This time the Gnome's really pissed! No, not drunk, you limey wanna-bes. We're talking fumes billowing through the nose follicles, steam spewing from this gangly fellow's few functioning pores. Why the anguish? Because still, after all this time, people aren't flocking to Silkworm shows. Saturday at the Croc, they played to a slightly more than half-filled room. A Saturday night! C'mon, folks, those office parties couldn't have been that interesting.

The Gnome first noted the lack of support for this Seattle institution back in '96, while summering in the South of the Pacific Northwest (Portland). The highly talented trio of no-nonsense rockers came to that city just after releasing their first record for Matador, Firewater, the one that would turn Silkworm into gun-toting, fur-wearing celebrities. Music fans would surely rush the club to become part of this uprising. But no! On a Friday night, about a dozen surly, hands-in-pocket Portlanders shuffled into Satyricon. The predicted high point looked more like the nadir. Years later, Silkworm are still going and have yet to be recognized for their simple genius.

Saturday, Andy Cohen and Tim Midgett acknowledged that their band had become secondary in their lives, but they played with the punctiliousness they've been exhibiting for nearly a decade. Midgett's jaunty bass lines toyed with Cohen's surging guitar riffs, while Michael Dahlquist merely pounded out catchy beat after catchy beat. Listening to Silkworm is like stepping into a room where time's been suspended, where rock music's stripped down to a plaintive voice, a rhythm, a melody, and a touch of je ne sais quoi. They deserve love.

The openers Saturday, Kinski, have been around for a lot less time, appearing in 1998 as the klauskinskis, then shortening their name but never quite finding their groove.
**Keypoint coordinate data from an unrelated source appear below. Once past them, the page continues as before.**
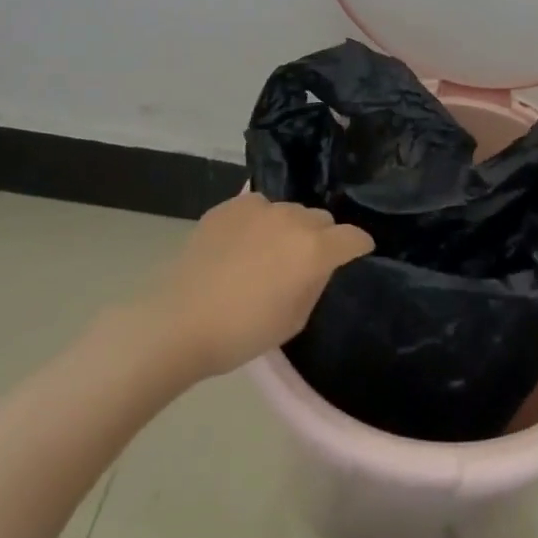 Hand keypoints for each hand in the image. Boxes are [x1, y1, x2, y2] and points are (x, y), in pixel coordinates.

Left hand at [157, 192, 374, 378]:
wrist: (178, 322)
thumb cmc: (242, 332)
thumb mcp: (294, 319)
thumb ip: (315, 283)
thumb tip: (319, 265)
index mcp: (315, 249)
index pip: (353, 237)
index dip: (359, 246)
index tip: (356, 254)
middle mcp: (293, 219)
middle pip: (322, 219)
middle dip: (321, 237)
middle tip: (303, 262)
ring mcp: (260, 207)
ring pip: (289, 211)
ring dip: (288, 228)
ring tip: (267, 252)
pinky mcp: (230, 205)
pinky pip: (257, 207)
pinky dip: (258, 222)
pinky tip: (241, 244)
Well, they've found it, as the Gnome witnessed at the Croc. The band's drawn-out guitar epics are now constructed with painterly detail, guitars blazing through sound as the rhythms build. The reaction at their show Saturday was nearly overwhelming, with the audience cheering after each crushing crescendo. Hopefully, Kinski's full-length debut, due out early next year on Pacifico, will elicit a similarly rousing response.
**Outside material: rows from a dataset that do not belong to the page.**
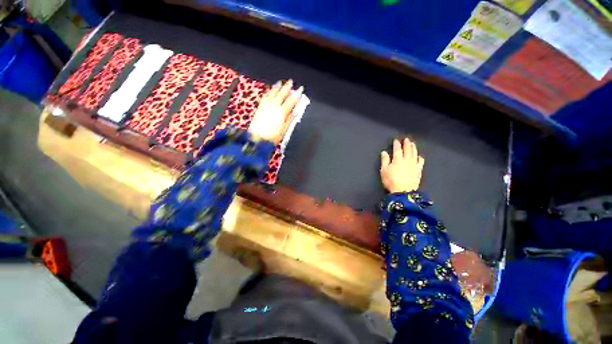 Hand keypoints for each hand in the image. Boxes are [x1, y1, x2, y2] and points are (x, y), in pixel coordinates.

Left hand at [249, 80, 302, 143]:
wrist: (257, 138)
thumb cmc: (272, 137)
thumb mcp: (284, 130)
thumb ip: (289, 120)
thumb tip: (295, 112)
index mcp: (281, 113)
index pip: (291, 101)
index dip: (296, 95)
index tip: (300, 89)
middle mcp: (274, 107)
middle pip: (281, 94)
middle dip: (287, 87)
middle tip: (291, 81)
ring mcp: (266, 106)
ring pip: (272, 93)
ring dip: (277, 87)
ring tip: (281, 82)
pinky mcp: (260, 107)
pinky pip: (265, 96)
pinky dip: (269, 92)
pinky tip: (270, 90)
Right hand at [380, 138, 423, 192]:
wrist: (403, 191)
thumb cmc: (391, 181)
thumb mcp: (384, 170)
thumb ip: (384, 160)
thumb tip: (384, 152)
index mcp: (398, 159)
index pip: (397, 149)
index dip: (397, 144)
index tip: (396, 140)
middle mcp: (407, 160)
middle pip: (407, 149)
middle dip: (407, 143)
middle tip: (406, 139)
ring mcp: (414, 164)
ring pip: (414, 153)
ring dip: (413, 148)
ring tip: (412, 144)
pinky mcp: (418, 170)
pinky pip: (420, 161)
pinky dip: (419, 157)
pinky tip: (419, 156)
It wouldn't be the end of the year without an update on 764-HERO. (Hey, it's the Gnome's column, and he can non sequitur when he damn well pleases!) After a fruitful 400 or so days serving as bassist, James Bertram has apparently left the band, amicably. Seems he didn't want to go on tour. Meanwhile, singer/guitarist John Atkins is a busy bee: He's exhibiting his paintings at Lipstick Traces on Capitol Hill, and he's started a side project. He and Black Heart Procession's Joe Plummer are the Magic Magicians, and they'll release a debut, Girls, in February. It'll be the first-ever full-length on the great Suicide Squeeze label, which has released 7-inches by notables Elliott Smith, Pedro the Lion, and Modest Mouse before they got famous. Happy holidays!